Have you worked with your kids on their homework or observed them doing homework?  Have you had to beg and nag and coerce and blackmail, just to get them to spend 15 minutes on homework?  Is homework a lot of home work?

I would assume, for most, the answer is yes to the above questions.  Now, if that is the flavor and the process of homework, the assumption must be that it is extremely useful and is of the utmost importance to your kid’s world of intellect.

Yes, I just choked as I wrote it, just like you laughed as you read it.  Anyone who has spent time with a kid doing homework knows that they get very little from it and it is often just busy work.  But we fight and nag, and much home misery is created by this demand. 

This causes two questions to pop into my mind.  One, why do parents go along with this and continue to carry water for schools and teachers who demand it?  And second, why in the world would any education professional actually create this situation or think it is useful?

Why do parents do it?  Here are some answers I have heard and my comments.

“Teachers demand it.  What are we going to do?”  This is the old give away of responsibility move.  If you want your kids to be critical thinkers and to not follow the crowd, why would we stop thinking and follow a teacher in mindless obedience?

“Well they need to learn it.”  But you know that doing a task with no heart or mind into it is a waste of time.  A kid will be lucky to remember a fact for the test, let alone integrate it into their intellect.  If you want your kids to be smarter and embrace life to its fullest, why demand that they do things that make their world more boring and make life more unhappy?

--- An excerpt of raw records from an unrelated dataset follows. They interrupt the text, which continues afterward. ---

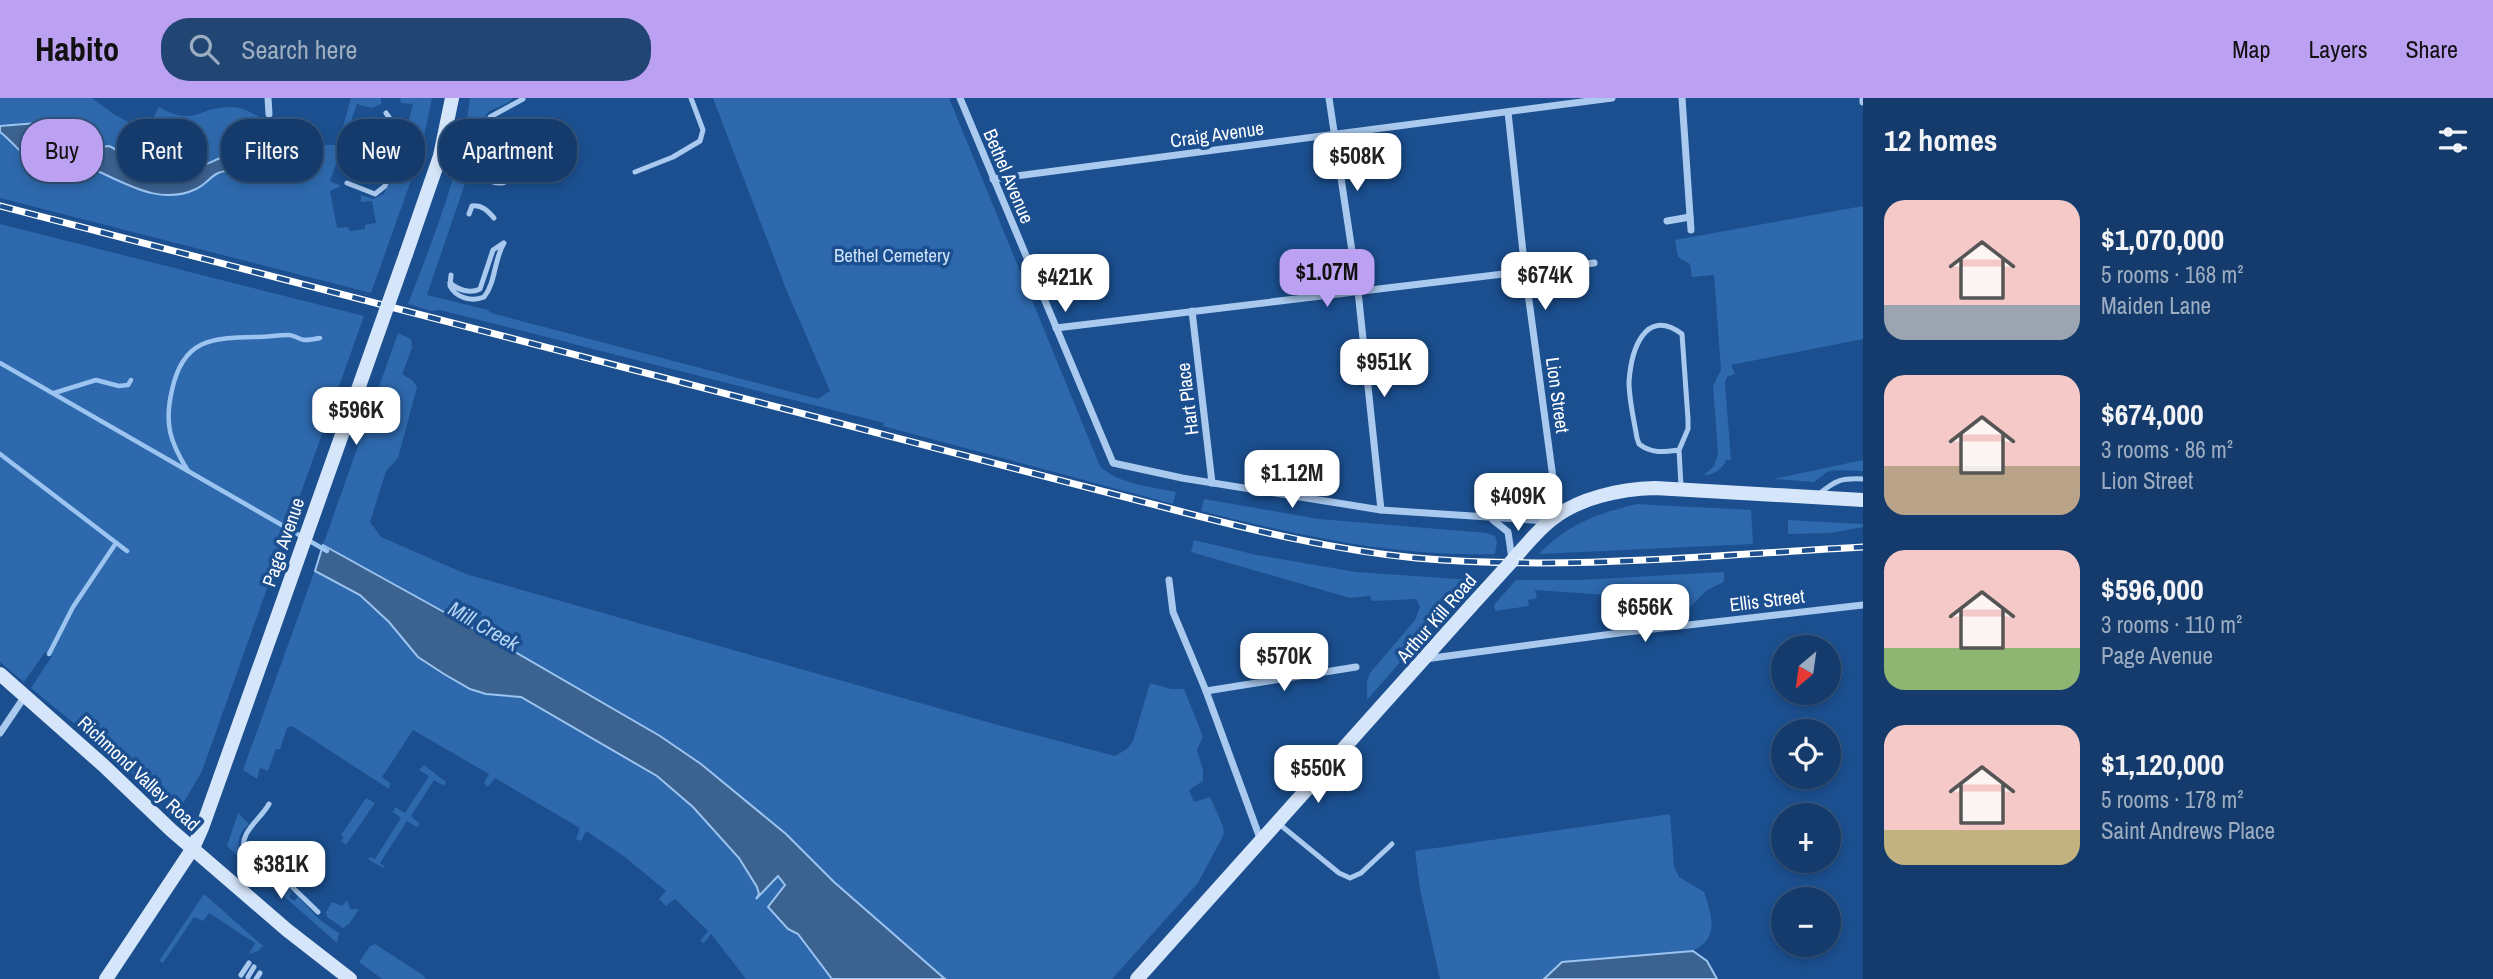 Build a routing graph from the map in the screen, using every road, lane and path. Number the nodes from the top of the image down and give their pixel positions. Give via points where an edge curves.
1 (268, 98) edge
2 (452, 98) edge
3 (691, 98) edge
4 (960, 98) edge
5 (1329, 98) edge
6 (1612, 98) edge
7 (1682, 98) edge
8 (523, 99) edge
9 (1508, 112) junction
10 (386, 113) dead end
11 (269, 114) dead end
12 (489, 119) edge
13 (1334, 134) junction
14 (635, 172) dead end
15 (993, 179) junction
16 (347, 183) dead end
17 (469, 214) dead end
18 (1690, 217) junction
19 (494, 218) dead end
20 (1667, 221) dead end
21 (1691, 230) dead end
22 (504, 243) dead end
23 (1594, 263) dead end
24 (1525, 271) junction
25 (451, 275) dead end
26 (1358, 291) junction
27 (1192, 312) junction
28 (1056, 328) junction
29 (1679, 450) junction
30 (1863, 480) edge
31 (1212, 483) junction
32 (1681, 489) junction
33 (1815, 497) junction
34 (1863, 500) edge
35 (1381, 510) junction
36 (1489, 518) junction
37 (1554, 518) junction
38 (1512, 561) junction
39 (1169, 580) dead end
40 (1863, 605) edge
41 (1425, 660) junction
42 (1356, 667) dead end
43 (0, 674) edge
44 (1206, 691) junction
45 (25, 696) junction
46 (0, 733) edge
47 (269, 804) dead end
48 (1278, 823) junction
49 (1261, 842) junction
50 (1392, 844) dead end
51 (193, 848) junction
52 (318, 912) dead end
53 (251, 965) dead end
54 (260, 973) dead end
55 (245, 976) dead end
56 (106, 979) edge
57 (256, 979) edge
58 (350, 979) edge
59 (1137, 979) edge

1 - 11 street
2 - 51 street, Page Avenue, bridge via 440,156
3 - 14 lane via 703,130 700,141
4 - 15 street, Bethel Avenue
5 - 13 street
6 - 9 street, Craig Avenue
7 - 18 street
8 - 12 lane
9 - 13 street, Craig Avenue
9 - 24 street, Lion Street
10 - 16 lane via 402,136 385,186 375,194
13 - 15 street, Craig Avenue
13 - 26 street
15 - 28 street, Bethel Avenue
17 - 19 lane via 477,205
18 - 20 street
18 - 21 street
22 - 25 lane via 484,297 453,292
23 - 24 street
24 - 26 street
24 - 37 street, Lion Street
26 - 27 street
26 - 35 street
27 - 28 street
27 - 31 street, Hart Place
28 - 31 street, Bethel Avenue via 1111,460
29 - 29 lane via 1688,429 1682,334 1664,325 1652,327 1642,334 1629,383 1637,438 1649,451
29 - 32 lane
30 - 33 lane via 1837,480
31 - 35 street
32 - 33 street, Arthur Kill Road
32 - 37 street, Arthur Kill Road via 1622,491 1584,502
33 - 34 street, Arthur Kill Road
35 - 36 street
36 - 37 street
36 - 38 street via 1508,532
37 - 38 street, Arthur Kill Road
38 - 41 street, Arthur Kill Road, bridge
39 - 44 street via 1173,612
40 - 41 street, Ellis Street
41 - 48 street, Arthur Kill Road
42 - 44 street
43 - 45 street, Richmond Valley Road
44 - 49 street
45 - 46 street
45 - 51 street, Richmond Valley Road
47 - 52 lane via 247,832 244,850
48 - 49 street, Arthur Kill Road
48 - 50 lane via 1350,878 1362,873
49 - 59 street, Arthur Kill Road
51 - 56 street, Page Avenue
51 - 58 street, Richmond Valley Road
53 - 55 lane
54 - 57 lane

“I did homework and look how I turned out.”  This is popular to justify almost anything we do to our kids, but it legitimizes nothing.  In fact, why would we justify a demand like that when we want our kids to be independent thinkers and not simply follow orders?

In reality, most parents will acknowledge the reality of homework but then say ‘meh’.

Why do teachers do it?

While there may be a small percentage of teachers who think the repetition involved is useful, I think most do it to look like they are doing something.  After all, if a teacher does not give homework, then a parent doesn’t see ‘something happening’ with their kids.  This can make for some uncomfortable talks at parent-teacher confabs.  After all, parents are paranoid that their kids are not going to be competitive in the ‘21st century’ so teachers should do ‘everything they can’.  (even something pointless, apparently)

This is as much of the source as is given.